Bullish prospects | Expert sees United States herd expansion push into north and west
After years of decline, the U.S. calf crop is poised to grow, according to a Kansas State University assistant professor who spoke at a research ranch in central Saskatchewan.
Glynn Tonsor said he thinks expansion will resemble what existed in the 1990s rather than the historic highs of the 1970s and 1980s.
With consumer education and food safety concerns, the U.S. domestic market for beef is changing, he said. Domestic consumption is down but beef production is trending upward and export prospects remain bullish, he said.
“We’ll increasingly export product and producers that want to be part of that story and have below average costs; it looks like a very prosperous time over the next decade or so,” he said.
Tonsor spoke at the Western Beef Development Centre’s 14th annual summer field day on the Termuende Research Ranch near Lanigan, Sask., June 26.
Tosnor said he thinks certain regions of the U.S. have an economic advantage for expansion.
“I think the herd is moving a little bit north and west of Kansas.”
He said there are two main reasons for this: the average herd size is larger north and west within the U.S., and there are economies of scale in cow-calf production, so those operators are in a better position to expand.
The second point boils down to land-use change. While some U.S. states have planted corn, others have not.

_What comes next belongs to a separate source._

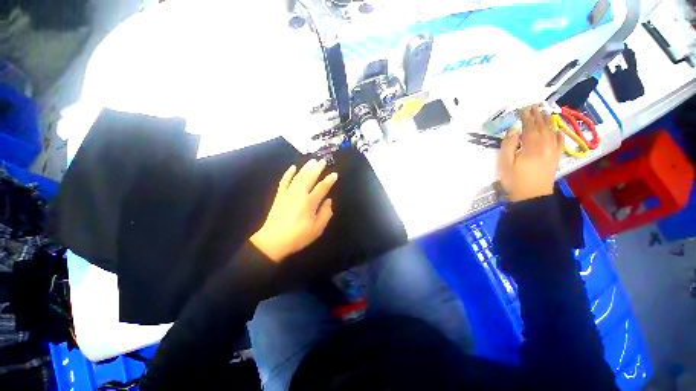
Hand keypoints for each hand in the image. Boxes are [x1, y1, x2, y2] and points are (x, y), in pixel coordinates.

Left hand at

“If you generalize that across the U.S., that pressure is a little less in the north and the west. So the likelihood of that acreage staying forage is a lot higher than it is in the eastern corn belt, or in some southern parts of the country,” he said.
Tosnor surmises that Canada’s two largest cattle provinces will go through similar change.
“The economics underlying the movement north and west in my U.S. data, I think, (are) similar for southern Alberta and Saskatchewan. I don’t have data for Canada and this parallel, but I think the relative cost advantages in that part of the world, compared to the southeast in the U.S., are very similar,” he said.
On the other hand, the U.S. Department of Agriculture’s longer-term projections as of February 2012 indicate Canada’s beef exports will be relatively flat and the U.S. growth rate will be 14 percent.
“The main reason in the report for that is USDA in this projection doesn’t have a lot of faith you’re going to expand the herd much and therefore not be able to export. There are concerns about delayed expansion,” he said.
Assuming both markets will expand, Canadian inventory changes lead the U.S.
“It appears that the trough in the Canadian inventory might be about two years before the trough in the U.S., so two years ahead,” he said.
“Canadian cow-calf producers might be positioned to gain from that earlier than the U.S. Some of the heifer retention signals occurred earlier in Canada than the U.S., so there might be a calf crop or two that Canadian producers can benefit from before all of North America,” he said.
Tosnor said current high prices may tempt some producers to try and beat the market, but he said there are more effective ways to turn a profit.
“There’s more to be gained by being a lower cost producer than there is in timing the market … returns are larger in terms of cost management than they are on the revenue side,” he said.